Pero mientras no exista un registro nacional de eventos adversos y una vigilancia articulada entre federación y estados, seguiremos reaccionando caso por caso, hashtag por hashtag.
¿Qué hacer entonces? Abandonar el falso dilema entre “defender al gremio” o “hacer justicia a las víctimas”. Reconocer que el error médico existe y que puede matar no implica linchar a toda la profesión, sino construir sistemas que aprendan. Cada muerte sospechosa debería detonar una revisión clínica independiente, con participación de comités de seguridad del paciente y, cuando proceda, de autoridades judiciales, pero también con retroalimentación obligatoria para los equipos de salud.

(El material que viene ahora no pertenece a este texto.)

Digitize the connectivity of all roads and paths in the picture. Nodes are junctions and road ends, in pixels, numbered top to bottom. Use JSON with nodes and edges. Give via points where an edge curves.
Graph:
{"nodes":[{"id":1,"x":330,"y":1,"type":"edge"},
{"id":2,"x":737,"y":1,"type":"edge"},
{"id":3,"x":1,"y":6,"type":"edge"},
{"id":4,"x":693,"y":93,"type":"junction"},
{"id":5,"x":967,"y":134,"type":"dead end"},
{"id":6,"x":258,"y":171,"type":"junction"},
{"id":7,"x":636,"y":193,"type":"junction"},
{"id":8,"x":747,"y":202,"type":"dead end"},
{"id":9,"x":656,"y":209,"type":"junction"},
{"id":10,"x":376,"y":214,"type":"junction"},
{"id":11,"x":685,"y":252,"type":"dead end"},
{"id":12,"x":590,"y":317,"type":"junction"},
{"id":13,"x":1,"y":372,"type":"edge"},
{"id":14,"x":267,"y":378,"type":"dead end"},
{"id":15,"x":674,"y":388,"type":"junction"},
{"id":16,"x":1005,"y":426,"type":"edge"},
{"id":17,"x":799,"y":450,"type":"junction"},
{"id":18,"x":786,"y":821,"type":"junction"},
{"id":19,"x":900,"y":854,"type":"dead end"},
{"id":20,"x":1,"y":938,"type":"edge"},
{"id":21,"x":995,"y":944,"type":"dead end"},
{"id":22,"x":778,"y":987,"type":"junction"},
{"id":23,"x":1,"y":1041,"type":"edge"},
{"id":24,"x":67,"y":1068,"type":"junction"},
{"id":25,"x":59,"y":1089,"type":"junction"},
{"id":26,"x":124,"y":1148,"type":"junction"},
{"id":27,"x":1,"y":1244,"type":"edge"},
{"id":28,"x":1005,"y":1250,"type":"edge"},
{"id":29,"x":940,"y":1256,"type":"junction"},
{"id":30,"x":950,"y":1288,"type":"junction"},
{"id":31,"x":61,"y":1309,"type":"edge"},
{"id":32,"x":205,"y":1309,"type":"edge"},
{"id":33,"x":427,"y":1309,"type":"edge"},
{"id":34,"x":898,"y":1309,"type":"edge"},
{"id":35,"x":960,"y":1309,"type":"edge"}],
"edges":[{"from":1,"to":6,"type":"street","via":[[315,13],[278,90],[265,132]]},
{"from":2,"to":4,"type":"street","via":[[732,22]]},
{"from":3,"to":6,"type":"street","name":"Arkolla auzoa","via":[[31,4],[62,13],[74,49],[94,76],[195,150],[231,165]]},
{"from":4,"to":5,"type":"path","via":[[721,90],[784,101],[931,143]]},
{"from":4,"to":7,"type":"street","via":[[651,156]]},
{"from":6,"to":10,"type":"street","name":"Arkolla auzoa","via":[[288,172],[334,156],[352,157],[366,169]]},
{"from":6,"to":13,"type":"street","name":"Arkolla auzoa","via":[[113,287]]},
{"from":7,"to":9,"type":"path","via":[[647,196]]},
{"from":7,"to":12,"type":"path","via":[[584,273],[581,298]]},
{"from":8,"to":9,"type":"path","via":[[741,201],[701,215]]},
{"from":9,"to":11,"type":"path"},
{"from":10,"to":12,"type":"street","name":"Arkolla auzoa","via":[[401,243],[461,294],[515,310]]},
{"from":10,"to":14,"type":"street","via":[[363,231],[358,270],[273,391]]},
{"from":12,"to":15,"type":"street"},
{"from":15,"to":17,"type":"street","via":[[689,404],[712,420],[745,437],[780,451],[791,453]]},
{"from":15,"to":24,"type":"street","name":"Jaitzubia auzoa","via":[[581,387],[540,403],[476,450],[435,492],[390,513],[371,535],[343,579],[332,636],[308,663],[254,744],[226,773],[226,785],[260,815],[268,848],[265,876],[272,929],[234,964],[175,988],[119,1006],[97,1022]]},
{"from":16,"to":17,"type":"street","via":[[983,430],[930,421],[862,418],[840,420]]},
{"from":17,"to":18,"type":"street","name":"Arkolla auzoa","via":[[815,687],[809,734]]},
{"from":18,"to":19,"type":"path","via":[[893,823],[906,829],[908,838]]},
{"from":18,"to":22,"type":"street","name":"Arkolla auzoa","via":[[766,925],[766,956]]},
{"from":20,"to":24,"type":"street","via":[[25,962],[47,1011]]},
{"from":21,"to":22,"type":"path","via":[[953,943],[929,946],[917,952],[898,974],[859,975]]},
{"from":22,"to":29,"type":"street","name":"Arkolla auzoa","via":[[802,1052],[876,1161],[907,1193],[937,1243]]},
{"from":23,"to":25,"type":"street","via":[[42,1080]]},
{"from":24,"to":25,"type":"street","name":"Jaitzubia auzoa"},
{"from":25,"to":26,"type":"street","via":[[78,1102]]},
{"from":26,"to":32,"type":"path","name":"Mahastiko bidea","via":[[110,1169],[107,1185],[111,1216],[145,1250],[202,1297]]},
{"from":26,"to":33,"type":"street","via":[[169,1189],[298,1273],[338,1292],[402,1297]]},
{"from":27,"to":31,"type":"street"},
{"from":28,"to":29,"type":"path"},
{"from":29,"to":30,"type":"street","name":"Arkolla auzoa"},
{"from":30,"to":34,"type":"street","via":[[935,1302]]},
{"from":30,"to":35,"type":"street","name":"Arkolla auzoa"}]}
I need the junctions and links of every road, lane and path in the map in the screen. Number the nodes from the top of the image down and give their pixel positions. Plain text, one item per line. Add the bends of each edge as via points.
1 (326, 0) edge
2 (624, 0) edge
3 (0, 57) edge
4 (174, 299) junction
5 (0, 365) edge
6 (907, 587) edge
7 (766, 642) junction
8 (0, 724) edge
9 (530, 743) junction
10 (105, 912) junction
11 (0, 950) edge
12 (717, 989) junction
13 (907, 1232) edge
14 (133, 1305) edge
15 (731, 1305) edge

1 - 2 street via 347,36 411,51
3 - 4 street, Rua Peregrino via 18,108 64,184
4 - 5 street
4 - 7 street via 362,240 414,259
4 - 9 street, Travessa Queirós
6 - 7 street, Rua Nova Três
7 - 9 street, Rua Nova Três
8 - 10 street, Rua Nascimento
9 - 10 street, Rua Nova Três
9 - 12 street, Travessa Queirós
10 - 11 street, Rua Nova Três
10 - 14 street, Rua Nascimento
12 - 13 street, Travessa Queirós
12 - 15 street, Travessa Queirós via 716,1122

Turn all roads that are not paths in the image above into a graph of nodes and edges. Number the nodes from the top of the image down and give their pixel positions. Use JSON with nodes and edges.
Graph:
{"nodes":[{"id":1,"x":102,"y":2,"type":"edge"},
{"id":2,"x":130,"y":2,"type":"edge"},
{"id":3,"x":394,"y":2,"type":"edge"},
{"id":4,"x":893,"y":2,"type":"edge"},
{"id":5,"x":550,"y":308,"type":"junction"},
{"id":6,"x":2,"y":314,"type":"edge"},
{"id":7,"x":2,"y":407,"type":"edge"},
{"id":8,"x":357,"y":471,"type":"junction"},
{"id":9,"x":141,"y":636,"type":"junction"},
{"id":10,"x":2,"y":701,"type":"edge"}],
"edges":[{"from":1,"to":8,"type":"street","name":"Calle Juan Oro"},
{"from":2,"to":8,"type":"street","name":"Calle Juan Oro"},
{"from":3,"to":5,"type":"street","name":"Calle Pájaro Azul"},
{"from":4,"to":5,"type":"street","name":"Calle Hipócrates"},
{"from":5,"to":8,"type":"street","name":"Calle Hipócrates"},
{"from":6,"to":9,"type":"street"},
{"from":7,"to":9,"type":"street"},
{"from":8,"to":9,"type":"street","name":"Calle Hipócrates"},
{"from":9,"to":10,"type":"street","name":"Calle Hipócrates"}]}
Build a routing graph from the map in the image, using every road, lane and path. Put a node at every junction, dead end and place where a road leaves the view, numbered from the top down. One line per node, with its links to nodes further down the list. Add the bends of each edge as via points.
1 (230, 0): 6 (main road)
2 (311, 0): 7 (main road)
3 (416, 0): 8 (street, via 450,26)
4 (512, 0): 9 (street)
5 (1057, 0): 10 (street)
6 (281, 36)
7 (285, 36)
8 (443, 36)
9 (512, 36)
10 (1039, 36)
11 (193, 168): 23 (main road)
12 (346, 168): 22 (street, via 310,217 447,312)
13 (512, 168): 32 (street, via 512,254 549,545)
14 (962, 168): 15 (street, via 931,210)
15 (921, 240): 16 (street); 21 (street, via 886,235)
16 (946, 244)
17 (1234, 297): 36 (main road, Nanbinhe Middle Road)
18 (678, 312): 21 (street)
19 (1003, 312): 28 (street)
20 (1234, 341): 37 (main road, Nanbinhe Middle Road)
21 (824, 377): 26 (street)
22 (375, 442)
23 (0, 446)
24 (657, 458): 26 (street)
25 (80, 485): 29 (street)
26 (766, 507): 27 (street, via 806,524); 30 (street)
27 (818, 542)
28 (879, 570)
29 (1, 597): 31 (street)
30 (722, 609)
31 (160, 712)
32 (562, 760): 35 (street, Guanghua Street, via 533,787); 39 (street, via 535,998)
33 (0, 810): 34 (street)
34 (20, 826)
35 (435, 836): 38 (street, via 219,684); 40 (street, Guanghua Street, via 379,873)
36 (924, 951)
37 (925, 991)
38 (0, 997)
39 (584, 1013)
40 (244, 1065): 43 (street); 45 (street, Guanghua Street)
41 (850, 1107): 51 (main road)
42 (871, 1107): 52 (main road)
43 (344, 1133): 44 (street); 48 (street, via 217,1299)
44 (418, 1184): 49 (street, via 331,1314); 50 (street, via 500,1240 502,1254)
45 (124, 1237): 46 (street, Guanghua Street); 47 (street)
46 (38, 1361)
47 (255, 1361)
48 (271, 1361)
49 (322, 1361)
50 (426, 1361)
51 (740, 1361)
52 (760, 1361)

Fijar reglas claras para un mercado que crece más rápido que su regulación. Ninguna clínica que ofrezca cirugías de alto riesgo debería operar sin terapia intensiva disponible, sin cirujanos certificados por los consejos correspondientes ni sin una póliza de responsabilidad civil visible para el paciente. La publicidad engañosa en redes debe tratarse como un riesgo sanitario, no solo como un asunto de consumo.
Incorporar de manera efectiva la perspectiva de género en la seguridad del paciente. No es casualidad que la mayoría de los casos que hoy indignan al país tenga rostro de mujer: son ellas quienes se someten con mayor frecuencia a cirugías estéticas, quienes enfrentan violencia obstétrica y quienes cargan con la mayor mortalidad por cáncer de mama en regiones como La Laguna, donde las muertes por este tumor han aumentado más de 60 % en una década. Sin datos desagregados por sexo y sin auditorías clínicas con enfoque de género seguiremos ignorando patrones evitables.
Por último, es urgente hablar con la verdad también hacia la población. La medicina no es una lotería cruel ni los hospitales son trampas mortales; la enorme mayoría de los actos médicos en México se realiza con profesionalismo y sale bien. Pero tampoco podemos normalizar que niñas de 14 años mueran por implantes mamarios o partos, o que mujeres crucen la frontera o el país entero para terminar en clínicas fantasmas. Entre el alarmismo y la negación hay un camino de responsabilidad compartida: autoridades que regulan, instituciones que aprenden, profesionales que rinden cuentas y pacientes que reciben información clara antes de firmar un consentimiento. Cada muerte evitable es un fracaso del sistema entero, no solo de la mano que sostuvo el bisturí.